Word for word, output the data that follows.

↓

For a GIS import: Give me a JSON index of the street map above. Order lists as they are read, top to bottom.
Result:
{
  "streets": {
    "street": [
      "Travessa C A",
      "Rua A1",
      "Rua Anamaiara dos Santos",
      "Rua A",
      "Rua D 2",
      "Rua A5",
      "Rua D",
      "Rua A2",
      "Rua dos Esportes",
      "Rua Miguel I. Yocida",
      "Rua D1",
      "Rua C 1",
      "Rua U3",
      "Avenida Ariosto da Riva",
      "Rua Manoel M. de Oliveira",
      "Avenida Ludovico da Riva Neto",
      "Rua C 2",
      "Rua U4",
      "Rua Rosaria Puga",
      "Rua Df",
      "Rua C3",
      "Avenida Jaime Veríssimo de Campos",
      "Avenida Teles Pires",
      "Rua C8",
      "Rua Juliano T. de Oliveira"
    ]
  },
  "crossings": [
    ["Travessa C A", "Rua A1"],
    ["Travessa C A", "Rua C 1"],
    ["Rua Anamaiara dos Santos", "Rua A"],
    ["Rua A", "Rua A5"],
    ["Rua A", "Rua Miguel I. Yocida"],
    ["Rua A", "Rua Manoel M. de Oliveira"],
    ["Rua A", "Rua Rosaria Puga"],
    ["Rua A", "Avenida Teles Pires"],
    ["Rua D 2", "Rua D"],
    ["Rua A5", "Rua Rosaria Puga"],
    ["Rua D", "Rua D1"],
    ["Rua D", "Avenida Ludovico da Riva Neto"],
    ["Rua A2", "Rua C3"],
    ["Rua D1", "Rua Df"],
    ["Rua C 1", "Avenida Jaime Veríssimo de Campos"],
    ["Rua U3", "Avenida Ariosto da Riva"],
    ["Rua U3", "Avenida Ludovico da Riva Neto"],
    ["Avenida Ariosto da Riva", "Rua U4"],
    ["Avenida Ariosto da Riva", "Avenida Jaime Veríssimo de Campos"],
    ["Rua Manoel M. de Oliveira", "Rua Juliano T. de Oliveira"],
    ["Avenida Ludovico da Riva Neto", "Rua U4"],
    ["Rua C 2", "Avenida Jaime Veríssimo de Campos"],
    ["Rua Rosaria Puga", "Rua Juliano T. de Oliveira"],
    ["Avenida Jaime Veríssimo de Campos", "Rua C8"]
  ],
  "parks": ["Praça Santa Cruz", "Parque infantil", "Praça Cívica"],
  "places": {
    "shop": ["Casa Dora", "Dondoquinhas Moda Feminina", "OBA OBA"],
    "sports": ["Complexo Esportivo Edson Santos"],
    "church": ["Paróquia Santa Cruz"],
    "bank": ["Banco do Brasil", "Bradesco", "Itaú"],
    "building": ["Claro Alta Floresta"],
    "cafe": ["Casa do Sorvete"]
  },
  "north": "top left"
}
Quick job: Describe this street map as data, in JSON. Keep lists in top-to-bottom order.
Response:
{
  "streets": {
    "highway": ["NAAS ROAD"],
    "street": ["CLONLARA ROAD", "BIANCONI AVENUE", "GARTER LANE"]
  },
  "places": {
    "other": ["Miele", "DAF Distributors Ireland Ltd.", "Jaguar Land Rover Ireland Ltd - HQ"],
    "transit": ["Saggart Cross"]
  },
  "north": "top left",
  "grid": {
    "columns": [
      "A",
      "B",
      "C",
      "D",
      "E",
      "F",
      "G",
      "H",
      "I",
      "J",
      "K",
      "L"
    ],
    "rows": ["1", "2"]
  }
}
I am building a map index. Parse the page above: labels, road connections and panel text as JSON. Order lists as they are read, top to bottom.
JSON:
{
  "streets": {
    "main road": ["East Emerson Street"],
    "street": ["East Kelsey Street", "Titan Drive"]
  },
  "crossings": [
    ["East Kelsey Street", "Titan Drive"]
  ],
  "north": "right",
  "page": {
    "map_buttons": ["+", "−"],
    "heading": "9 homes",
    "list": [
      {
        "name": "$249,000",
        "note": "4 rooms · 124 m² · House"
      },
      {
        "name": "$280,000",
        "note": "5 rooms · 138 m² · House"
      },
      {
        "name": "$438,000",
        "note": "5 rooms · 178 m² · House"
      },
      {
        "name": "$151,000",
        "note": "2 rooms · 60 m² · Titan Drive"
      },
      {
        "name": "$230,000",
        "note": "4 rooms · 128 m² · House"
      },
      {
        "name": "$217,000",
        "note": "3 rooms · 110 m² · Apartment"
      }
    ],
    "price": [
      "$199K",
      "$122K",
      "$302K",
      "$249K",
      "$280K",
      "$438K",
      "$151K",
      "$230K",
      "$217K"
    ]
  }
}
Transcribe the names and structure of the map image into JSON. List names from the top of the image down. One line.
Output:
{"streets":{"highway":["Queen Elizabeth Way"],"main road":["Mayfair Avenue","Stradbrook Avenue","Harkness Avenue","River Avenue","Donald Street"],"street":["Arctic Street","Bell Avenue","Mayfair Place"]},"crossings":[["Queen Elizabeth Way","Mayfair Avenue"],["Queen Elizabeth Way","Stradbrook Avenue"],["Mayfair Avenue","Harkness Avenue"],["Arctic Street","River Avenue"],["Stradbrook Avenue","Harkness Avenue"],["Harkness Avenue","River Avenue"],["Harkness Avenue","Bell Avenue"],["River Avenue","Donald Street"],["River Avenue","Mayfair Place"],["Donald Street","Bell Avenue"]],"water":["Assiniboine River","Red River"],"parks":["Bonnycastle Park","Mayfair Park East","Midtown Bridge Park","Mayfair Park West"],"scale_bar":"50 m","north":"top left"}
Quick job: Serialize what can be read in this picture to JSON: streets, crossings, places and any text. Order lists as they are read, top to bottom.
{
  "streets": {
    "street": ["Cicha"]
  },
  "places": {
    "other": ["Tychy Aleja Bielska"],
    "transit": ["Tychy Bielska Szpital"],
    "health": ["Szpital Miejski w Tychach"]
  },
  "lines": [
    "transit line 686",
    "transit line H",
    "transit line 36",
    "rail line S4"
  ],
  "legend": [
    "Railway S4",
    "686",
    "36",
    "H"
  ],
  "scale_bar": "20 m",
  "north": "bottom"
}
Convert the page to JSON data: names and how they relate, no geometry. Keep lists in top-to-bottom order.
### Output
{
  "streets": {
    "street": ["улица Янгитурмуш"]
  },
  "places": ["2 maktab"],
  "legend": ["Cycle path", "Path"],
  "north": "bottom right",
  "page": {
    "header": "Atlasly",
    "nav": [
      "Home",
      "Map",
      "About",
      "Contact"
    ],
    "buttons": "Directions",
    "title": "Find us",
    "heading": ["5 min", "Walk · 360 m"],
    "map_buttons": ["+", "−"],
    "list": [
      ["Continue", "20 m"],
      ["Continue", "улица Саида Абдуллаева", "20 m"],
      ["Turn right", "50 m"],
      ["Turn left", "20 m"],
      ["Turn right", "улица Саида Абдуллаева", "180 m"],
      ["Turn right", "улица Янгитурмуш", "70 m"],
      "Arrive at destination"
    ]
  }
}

↑

### [TASK SOLUTION]
For a GIS import: Give me a JSON index of the street map above. Order lists as they are read, top to bottom.
Result:
{
  "streets": {
    "street": [
      "Travessa C A",
      "Rua A1",
      "Rua Anamaiara dos Santos",
      "Rua A",
      "Rua D 2",
      "Rua A5",
      "Rua D",
      "Rua A2",
      "Rua dos Esportes",
      "Rua Miguel I. Yocida",
      "Rua D1",
      "Rua C 1",
      "Rua U3",
      "Avenida Ariosto da Riva",
      "Rua Manoel M. de Oliveira",
      "Avenida Ludovico da Riva Neto",
      "Rua C 2",
      "Rua U4",
      "Rua Rosaria Puga",
      "Rua Df",
      "Rua C3",
      "Avenida Jaime Veríssimo de Campos",
      "Avenida Teles Pires",
      "Rua C8",
      "Rua Juliano T. de Oliveira"
    ]
  },
  "crossings": [
    ["Travessa C A", "Rua A1"],
    ["Travessa C A", "Rua C 1"],
    ["Rua Anamaiara dos Santos", "Rua A"],
    ["Rua A", "Rua A5"],
    ["Rua A", "Rua Miguel I. Yocida"],
    ["Rua A", "Rua Manoel M. de Oliveira"],
    ["Rua A", "Rua Rosaria Puga"],
    ["Rua A", "Avenida Teles Pires"],
    ["Rua D 2", "Rua D"],
    ["Rua A5", "Rua Rosaria Puga"],
    ["Rua D", "Rua D1"],
    ["Rua D", "Avenida Ludovico da Riva Neto"],
    ["Rua A2", "Rua C3"],
    ["Rua D1", "Rua Df"],
    ["Rua C 1", "Avenida Jaime Veríssimo de Campos"],
    ["Rua U3", "Avenida Ariosto da Riva"],
    ["Rua U3", "Avenida Ludovico da Riva Neto"],
    ["Avenida Ariosto da Riva", "Rua U4"],
    ["Avenida Ariosto da Riva", "Avenida Jaime Veríssimo de Campos"],
    ["Rua Manoel M. de Oliveira", "Rua Juliano T. de Oliveira"],
    ["Avenida Ludovico da Riva Neto", "Rua U4"],
    ["Rua C 2", "Avenida Jaime Veríssimo de Campos"],
    ["Rua Rosaria Puga", "Rua Juliano T. de Oliveira"],
    ["Avenida Jaime Veríssimo de Campos", "Rua C8"]
  ],
  "parks": ["Praça Santa Cruz", "Parque infantil", "Praça Cívica"],
  "places": {
    "shop": ["Casa Dora", "Dondoquinhas Moda Feminina", "OBA OBA"],
    "sports": ["Complexo Esportivo Edson Santos"],
    "church": ["Paróquia Santa Cruz"],
    "bank": ["Banco do Brasil", "Bradesco", "Itaú"],
    "building": ["Claro Alta Floresta"],
    "cafe": ["Casa do Sorvete"]
  },
  "north": "top left"
}
Quick job: Describe this street map as data, in JSON. Keep lists in top-to-bottom order.
Response:
{
  "streets": {
    "highway": ["NAAS ROAD"],
    "street": ["CLONLARA ROAD", "BIANCONI AVENUE", "GARTER LANE"]
  },
  "places": {
    "other": ["Miele", "DAF Distributors Ireland Ltd.", "Jaguar Land Rover Ireland Ltd - HQ"],
    "transit": ["Saggart Cross"]
  },
  "north": "top left",
  "grid": {
    "columns": [
      "A",
      "B",
      "C",
      "D",
      "E",
      "F",
      "G",
      "H",
      "I",
      "J",
      "K",
      "L"
    ],
    "rows": ["1", "2"]
  }
}
I am building a map index. Parse the page above: labels, road connections and panel text as JSON. Order lists as they are read, top to bottom.
JSON:
{
  "streets": {
    "main road": ["East Emerson Street"],
    "street": ["East Kelsey Street", "Titan Drive"]
  },
  "crossings": [
    ["East Kelsey Street", "Titan Drive"]
  ],
  "north": "right",
  "page": {
    "map_buttons": ["+", "−"],
    "heading": "9 homes",
    "list": [
      {
        "name": "$249,000",
        "note": "4 rooms · 124 m² · House"
      },
      {
        "name": "$280,000",
        "note": "5 rooms · 138 m² · House"
      },
      {
        "name": "$438,000",
        "note": "5 rooms · 178 m² · House"
      },
      {
        "name": "$151,000",
        "note": "2 rooms · 60 m² · Titan Drive"
      },
      {
        "name": "$230,000",
        "note": "4 rooms · 128 m² · House"
      },
      {
        "name": "$217,000",
        "note": "3 rooms · 110 m² · Apartment"
      }
    ],
    "price": [
      "$199K",
      "$122K",
      "$302K",
      "$249K",
      "$280K",
      "$438K",
      "$151K",
      "$230K",
      "$217K"
    ]
  }
}
Transcribe the names and structure of the map image into JSON. List names from the top of the image down. One line.
Output:
{"streets":{"highway":["Queen Elizabeth Way"],"main road":["Mayfair Avenue","Stradbrook Avenue","Harkness Avenue","River Avenue","Donald Street"],"street":["Arctic Street","Bell Avenue","Mayfair Place"]},"crossings":[["Queen Elizabeth Way","Mayfair Avenue"],["Queen Elizabeth Way","Stradbrook Avenue"],["Mayfair Avenue","Harkness Avenue"],["Arctic Street","River Avenue"],["Stradbrook Avenue","Harkness Avenue"],["Harkness Avenue","River Avenue"],["Harkness Avenue","Bell Avenue"],["River Avenue","Donald Street"],["River Avenue","Mayfair Place"],["Donald Street","Bell Avenue"]],"water":["Assiniboine River","Red River"],"parks":["Bonnycastle Park","Mayfair Park East","Midtown Bridge Park","Mayfair Park West"],"scale_bar":"50 m","north":"top left"}
Quick job: Serialize what can be read in this picture to JSON: streets, crossings, places and any text. Order lists as they are read, top to bottom.
{
  "streets": {
    "street": ["Cicha"]
  },
  "places": {
    "other": ["Tychy Aleja Bielska"],
    "transit": ["Tychy Bielska Szpital"],
    "health": ["Szpital Miejski w Tychach"]
  },
  "lines": [
    "transit line 686",
    "transit line H",
    "transit line 36",
    "rail line S4"
  ],
  "legend": [
    "Railway S4",
    "686",
    "36",
    "H"
  ],
  "scale_bar": "20 m",
  "north": "bottom"
}
Convert the page to JSON data: names and how they relate, no geometry. Keep lists in top-to-bottom order.
### Output
{
  "streets": {
    "street": ["улица Янгитурмуш"]
  },
  "places": ["2 maktab"],
  "legend": ["Cycle path", "Path"],
  "north": "bottom right",
  "page": {
    "header": "Atlasly",
    "nav": [
      "Home",
      "Map",
      "About",
      "Contact"
    ],
    "buttons": "Directions",
    "title": "Find us",
    "heading": ["5 min", "Walk · 360 m"],
    "map_buttons": ["+", "−"],
    "list": [
      ["Continue", "20 m"],
      ["Continue", "улица Саида Абдуллаева", "20 m"],
      ["Turn right", "50 m"],
      ["Turn left", "20 m"],
      ["Turn right", "улица Саида Абдуллаева", "180 m"],
      ["Turn right", "улица Янгитурмуш", "70 m"],
      "Arrive at destination"
    ]
  }
}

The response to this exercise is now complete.